Throughout Black History Month, Calderdale Council staff have been celebrating how their own diverse stories contribute to the richness of their work, plus personal accounts of their families’ journeys and contributions to the UK.
My story begins on 4th May, 1949 when my Nana and Grandad were married here in Calderdale at the Calderdale Register Office.
They’d met a few years earlier during the war whilst my grandad was working as a railway track layer. Daphne, my nana was of Armenian heritage and Tommy, my grandad was of Irish heritage. Daphne and Tommy went on to have 10 children and as an unusually large family, they often featured in the Halifax Evening Courier.
Nana and Grandad lived at 27 Ovenden Green in Halifax when they first married. Nana spent most of her working life at Rowntree Mackintosh (now Nestlé) and Grandad was a painter and decorator by trade – he was even contracted to repaint North Bridge during his career. As the children grew up and started families of their own, Nana and Grandad made sure all their children’s life partners and children felt loved, welcomed and accepted as part of the Hatzer family. It was just how they were.
Some of their children found love, chose to marry and started families with partners who had immigrated to England; and some of the children of these multi-ethnicity, and in some cases interfaith couples also went on to find love and start families with other multi-ethnicity or minority ethnicity partners. I’ll come back to that.

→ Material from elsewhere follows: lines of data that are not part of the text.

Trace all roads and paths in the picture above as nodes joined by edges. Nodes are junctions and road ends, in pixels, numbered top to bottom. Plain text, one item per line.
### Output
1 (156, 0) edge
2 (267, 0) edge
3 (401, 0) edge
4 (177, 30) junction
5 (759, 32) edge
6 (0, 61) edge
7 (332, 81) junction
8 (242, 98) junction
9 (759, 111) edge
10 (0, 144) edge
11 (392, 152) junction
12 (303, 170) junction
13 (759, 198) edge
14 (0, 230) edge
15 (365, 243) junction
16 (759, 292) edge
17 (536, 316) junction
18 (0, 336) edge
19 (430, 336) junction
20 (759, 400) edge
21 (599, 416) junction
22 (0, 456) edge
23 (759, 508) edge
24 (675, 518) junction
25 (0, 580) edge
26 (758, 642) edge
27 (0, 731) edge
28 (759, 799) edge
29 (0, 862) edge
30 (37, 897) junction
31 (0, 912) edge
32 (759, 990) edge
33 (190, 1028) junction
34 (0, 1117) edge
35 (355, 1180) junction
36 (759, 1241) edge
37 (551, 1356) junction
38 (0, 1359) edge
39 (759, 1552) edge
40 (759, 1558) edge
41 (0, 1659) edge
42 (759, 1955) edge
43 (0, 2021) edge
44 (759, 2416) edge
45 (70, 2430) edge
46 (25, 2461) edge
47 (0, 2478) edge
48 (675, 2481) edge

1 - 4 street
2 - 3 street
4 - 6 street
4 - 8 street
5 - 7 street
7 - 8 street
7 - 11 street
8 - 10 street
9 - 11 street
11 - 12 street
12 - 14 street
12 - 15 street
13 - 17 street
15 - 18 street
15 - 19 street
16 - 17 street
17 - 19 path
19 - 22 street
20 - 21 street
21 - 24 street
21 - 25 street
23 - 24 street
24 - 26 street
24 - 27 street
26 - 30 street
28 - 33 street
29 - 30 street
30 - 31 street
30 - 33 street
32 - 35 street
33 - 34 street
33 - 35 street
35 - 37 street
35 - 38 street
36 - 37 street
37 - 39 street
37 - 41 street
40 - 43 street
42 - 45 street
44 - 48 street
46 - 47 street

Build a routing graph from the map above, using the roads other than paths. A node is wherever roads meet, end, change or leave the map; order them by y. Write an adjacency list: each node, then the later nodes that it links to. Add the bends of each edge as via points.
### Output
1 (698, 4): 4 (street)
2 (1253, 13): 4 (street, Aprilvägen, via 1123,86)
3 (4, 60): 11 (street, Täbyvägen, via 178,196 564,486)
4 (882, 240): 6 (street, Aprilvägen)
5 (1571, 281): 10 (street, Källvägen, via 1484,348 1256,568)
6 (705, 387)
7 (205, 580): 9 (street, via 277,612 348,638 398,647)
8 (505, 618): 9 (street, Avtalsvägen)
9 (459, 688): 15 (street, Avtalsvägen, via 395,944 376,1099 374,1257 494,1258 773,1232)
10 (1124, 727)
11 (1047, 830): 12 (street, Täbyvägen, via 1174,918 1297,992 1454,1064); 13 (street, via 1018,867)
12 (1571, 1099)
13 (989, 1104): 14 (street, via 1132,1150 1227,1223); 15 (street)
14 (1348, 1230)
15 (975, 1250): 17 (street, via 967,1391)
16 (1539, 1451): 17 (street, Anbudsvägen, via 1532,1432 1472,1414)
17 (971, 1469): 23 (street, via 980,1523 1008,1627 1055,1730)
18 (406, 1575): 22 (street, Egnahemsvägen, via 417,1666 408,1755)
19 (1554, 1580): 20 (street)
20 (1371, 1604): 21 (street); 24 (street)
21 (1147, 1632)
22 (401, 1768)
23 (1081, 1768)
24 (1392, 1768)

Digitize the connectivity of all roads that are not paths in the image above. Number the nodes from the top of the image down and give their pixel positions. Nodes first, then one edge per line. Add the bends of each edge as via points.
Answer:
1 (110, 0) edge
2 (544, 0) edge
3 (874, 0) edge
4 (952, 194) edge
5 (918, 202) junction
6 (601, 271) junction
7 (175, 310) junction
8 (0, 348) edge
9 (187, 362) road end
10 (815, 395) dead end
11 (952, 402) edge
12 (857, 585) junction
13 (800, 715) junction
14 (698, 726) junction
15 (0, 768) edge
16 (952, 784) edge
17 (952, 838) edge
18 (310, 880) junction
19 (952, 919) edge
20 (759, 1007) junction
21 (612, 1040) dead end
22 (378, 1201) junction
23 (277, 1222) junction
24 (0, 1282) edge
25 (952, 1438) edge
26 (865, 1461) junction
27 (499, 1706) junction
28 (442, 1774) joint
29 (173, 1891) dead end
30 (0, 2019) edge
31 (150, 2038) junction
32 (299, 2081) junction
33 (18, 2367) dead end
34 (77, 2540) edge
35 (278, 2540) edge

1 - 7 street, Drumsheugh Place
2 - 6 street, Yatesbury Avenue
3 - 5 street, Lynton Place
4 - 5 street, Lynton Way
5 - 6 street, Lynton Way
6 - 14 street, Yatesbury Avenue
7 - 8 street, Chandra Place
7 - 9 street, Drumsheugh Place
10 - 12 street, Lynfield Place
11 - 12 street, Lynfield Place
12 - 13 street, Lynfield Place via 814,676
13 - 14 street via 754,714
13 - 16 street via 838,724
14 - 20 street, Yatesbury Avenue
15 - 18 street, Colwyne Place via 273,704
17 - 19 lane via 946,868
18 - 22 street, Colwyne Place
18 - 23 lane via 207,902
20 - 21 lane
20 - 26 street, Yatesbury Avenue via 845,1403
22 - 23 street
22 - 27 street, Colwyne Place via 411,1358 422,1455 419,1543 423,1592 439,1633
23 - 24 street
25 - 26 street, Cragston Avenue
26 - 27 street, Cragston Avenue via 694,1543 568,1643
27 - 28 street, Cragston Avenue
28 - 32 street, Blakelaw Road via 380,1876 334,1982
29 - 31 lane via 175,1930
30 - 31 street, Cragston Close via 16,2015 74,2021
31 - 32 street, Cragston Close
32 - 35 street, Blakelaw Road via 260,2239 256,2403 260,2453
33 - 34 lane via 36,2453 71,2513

So far, the ever-growing number of grandchildren, great grandchildren, great great grandchildren, sons-in-law and daughters-in-law have heritage from Carriacou, St Lucia, Persia, England, Pakistan, Bulgaria, India, Guyana, Jamaica, Kenya, Poland, Ukraine and Scotland.
The 10 children produced 26 grandchildren, over 30 great grandchildren and 10 great great grandchildren so far, with heritage from over 10 different ethnicities to date starting in the 1960s. This was way before any equality and diversity legislation or training, before political correctness was a thing, before BAME was a thing, before any community cohesion projects and at a time when verbally and physically violent racist attacks were everyday occurrences.
That’s a pretty big family – you could probably call us a tribe – and quite a lot of the tribe are still here in Calderdale. Some of us see more of each other than others and years can pass between some of us catching up but we all have this unwritten and unspoken knowledge that if ever we need each other, we can always rely on our family to be there when needed.
People who have grown up with us and our family here in Calderdale just accept us as the Hatzer family and we often have people approach us and say, ‘you’re one of the Hatzers aren’t you? I went to school with so and so.’ I love it when that happens – it reminds me how well respected my family is and it’s part of the reason I’ve kept my mother’s maiden name and passed it on to my children.
Often when I meet people for the first time, the first things they want to ask me are about my name and skin colour, where they come from and what ratio or percentage of my heritage is what. I sometimes feel like I’m being placed in an invisible equality and diversity tick box or a maths equation. I hate it when that happens. I can remember being on holiday in Tunisia in the 80s with my nana, siblings, cousin and nephew, and people kept approaching us to ask us how we were all related yet all have different skin colours and hairstyles. Nana would give them a cold stare and say, ‘they’re all my children and grandchildren and none of them would be here if it wasn’t for me.’ The rest of us would just look at each other and laugh.
I’m so proud of the way my grandparents brought their children and grandchildren up to see all people as equal but individual, and how they wholeheartedly embraced and welcomed so many people of different ethnicities and religions in to their family.